L’usine Renault de Palencia, en Espagne, illustre parfaitement comment l’intelligence artificielle, les capteurs avancés et une numérisation complète révolutionnent la qualité des véhicules, la cadence de production et la compétitivité de la marque.
Contrôle qualité en temps réel
Aux dernières étapes de l’assemblage à Palencia, le contrôle automatisé joue un rôle clé. Même des opérations en apparence simples, comme la fermeture d’une portière, sont analysées à l’aide de microphones et d’algorithmes d’apprentissage automatique. Le système détecte des bruits anormaux très subtils que l’oreille humaine ne perçoit généralement pas. Dans un cas, l’alerte provenait d’un petit clip plastique légèrement desserré à l’intérieur de la portière.
Auparavant, ce type de défaut n’apparaissait qu’après des centaines ou des milliers de kilomètres parcourus. Aujourd’hui, il est corrigé avant même que la voiture ne quitte la chaîne, ce qui réduit les coûts de garantie et évite les futures visites en atelier.
Capteurs et caméras à chaque étape
Sur la ligne d’assemblage, des caméras 3D et des systèmes de vision artificielle vérifient la précision du montage des connecteurs, le serrage des boulons de roues et la géométrie des écarts de carrosserie.
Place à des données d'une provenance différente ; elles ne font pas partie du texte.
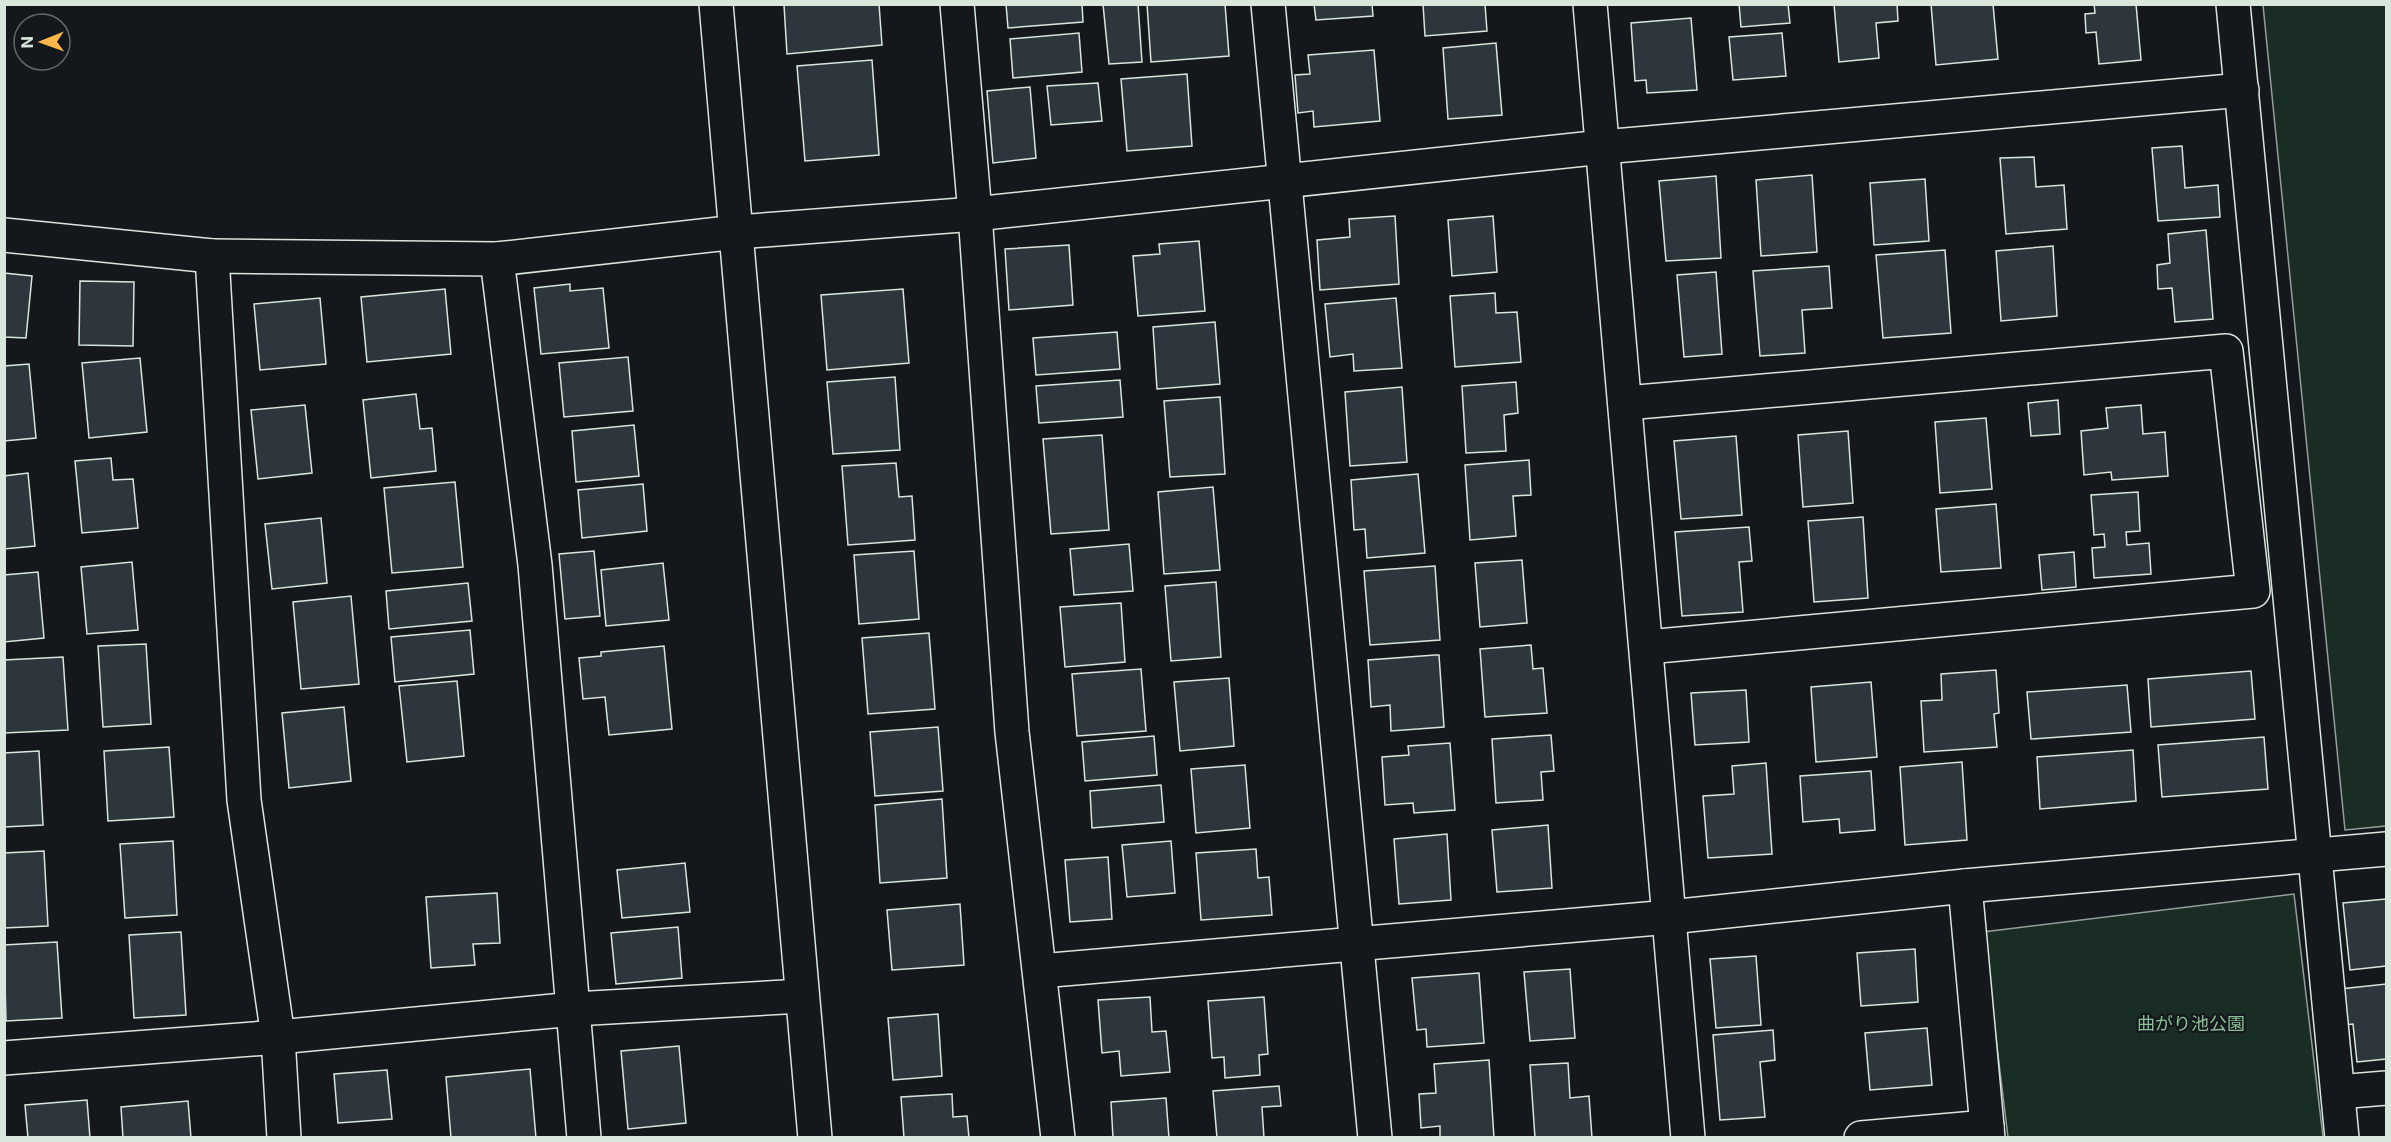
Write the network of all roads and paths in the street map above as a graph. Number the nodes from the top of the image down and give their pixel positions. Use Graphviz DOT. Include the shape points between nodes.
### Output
graph roads {
  1 [pos="716,4"];
  2 [pos="957,4"];
  3 [pos="1268,4"];
  4 [pos="1590,4"];
  5 [pos="2233,4"];
  6 [pos="2242,90"];
  7 [pos="1603,147"];
  8 [pos="1284,181"];
  9 [pos="975,214"];
  10 [pos="737,232"];
  11 [pos="4,235"];
  12 [pos="212,256"];
  13 [pos="497,259"];
  14 [pos="1626,404"];
  15 [pos="1647,647"];
  16 [pos="2386,849"];
  17 [pos="2316,856"];
  18 [pos="1965,886"];
  19 [pos="1670,917"];
  20 [pos="1356,944"];
  21 [pos="1040,971"];
  22 [pos="802,996"];
  23 [pos="574,1009"];
  24 [pos="278,1037"];
  25 [pos="4,1058"];
  26 [pos="2386,1088"];
  27 [pos="2338,1092"];
  28 [pos="1988,1132"];
  29 [pos="284,1137"];
  30 [pos="584,1137"];
  31 [pos="815,1137"];
  32 [pos="1058,1137"];
  33 [pos="1375,1137"];
  34 [pos="1688,1137"];
  35 [pos="1862,1137"];
  36 [pos="2342,1137"];
  1 -- 10 [label="street"];
  2 -- 9 [label="street"];
  3 -- 8 [label="street"];
  4 -- 7 [label="street"];
  5 -- 6 [label="street"];
  6 -- 7 [label="street"];
  6 -- 17 [label="street"];
  7 -- 8 [label="street"];
  7 -- 14 [label="street"];
  8 -- 9 [label="street"];
  8 -- 20 [label="street"];
  9 -- 10 [label="street"];
  9 -- 21 [label="street" via="1012,732"];
  10 -- 13 [label="street"];
  10 -- 22 [label="street"];
  11 -- 12 [label="street"];
  12 -- 13 [label="street"];
  12 -- 24 [label="street" via="244,800"];
  13 -- 23 [label="street" via="535,565"];
  14 -- 15 [label="street"];
  14 -- 15 [label="street" via="2226,351 2253,591"];
  15 -- 19 [label="street"];
  16 -- 17 [label="street"];
  17 -- 18 [label="street"];
  17 -- 27 [label="street"];
  18 -- 19 [label="street"];
  18 -- 28 [label="street"];
  19 -- 20 [label="street"];
  19 -- 34 [label="street"];
  20 -- 21 [label="street"];
  20 -- 33 [label="street"];
  21 -- 32 [label="street"];
  22 -- 23 [label="street"];
  22 -- 31 [label="street"];
  23 -- 24 [label="street"];
  23 -- 30 [label="street"];
  24 -- 25 [label="street"];
  24 -- 29 [label="street"];
  26 -- 27 [label="street"];
  27 -- 36 [label="street"];
  28 -- 35 [label="street"];
}
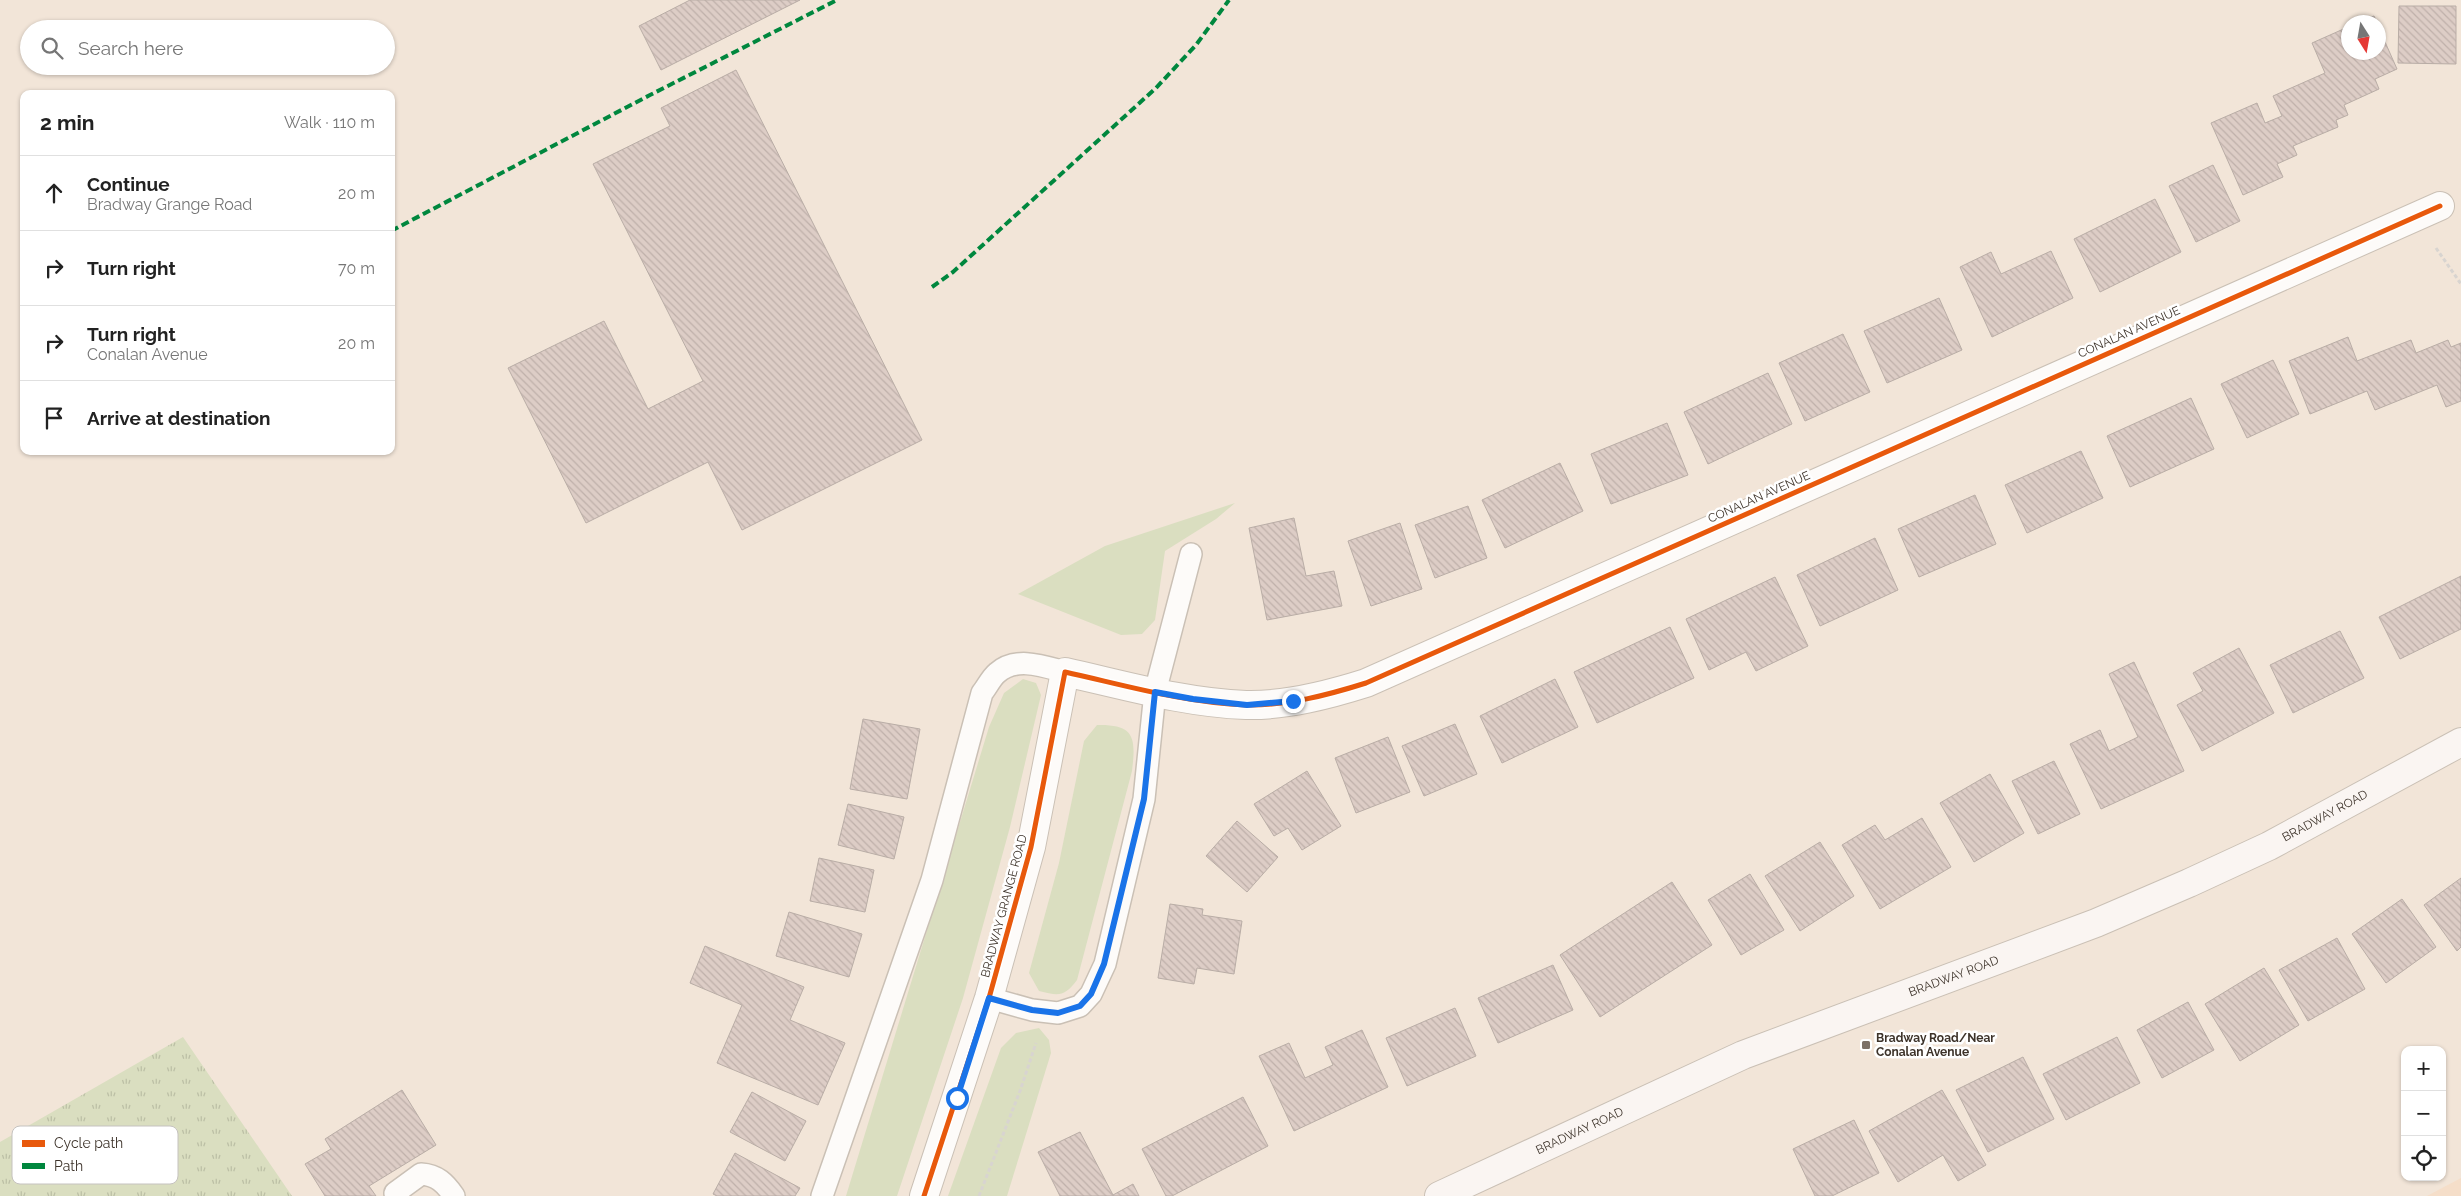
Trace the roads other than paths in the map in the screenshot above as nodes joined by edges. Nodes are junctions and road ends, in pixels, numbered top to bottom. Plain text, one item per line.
1 (2440, 206) dead end
2 (1191, 554) dead end
3 (1065, 672) junction
4 (1155, 692) junction
5 (2461, 742) edge
6 (989, 998) junction
7 (395, 1193) dead end
8 (454, 1196) edge
9 (822, 1196) edge
10 (924, 1196) edge
11 (1439, 1196) edge

1 - 4 street, CONALAN AVENUE
2 - 4 lane
3 - 4 street, CONALAN AVENUE
3 - 6 street, BRADWAY GRANGE ROAD
3 - 9 lane
4 - 6 lane
5 - 11 main road, BRADWAY ROAD
6 - 10 street, BRADWAY GRANGE ROAD
7 - 8 lane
Même une fraction de tour de boulon ou le plus petit désalignement de portière est détecté automatiquement. En cas d’erreur, la chaîne s’arrête et le système indique précisément où et comment effectuer la correction.
L’usine compte environ 1 000 points de contrôle de ce type. Environ 555 véhicules y sont produits chaque jour, et chacun subit une vérification numérique pendant le processus de fabrication.

Jumeaux numériques et usines connectées
Chaque composant et chaque véhicule possède un jumeau numérique virtuel. Les 25 usines Renault sont reliées par un système unique de surveillance qui permet de suivre la production en temps réel. La direction visualise les volumes actuels, les commandes, les écarts et les risques potentiels avant qu’ils ne deviennent problématiques.
Le système peut prévoir les ruptures d’approvisionnement et alerter à l’avance en cas de pénurie de pièces. Résultat : la précision des délais de livraison a augmenté d’environ 20 %.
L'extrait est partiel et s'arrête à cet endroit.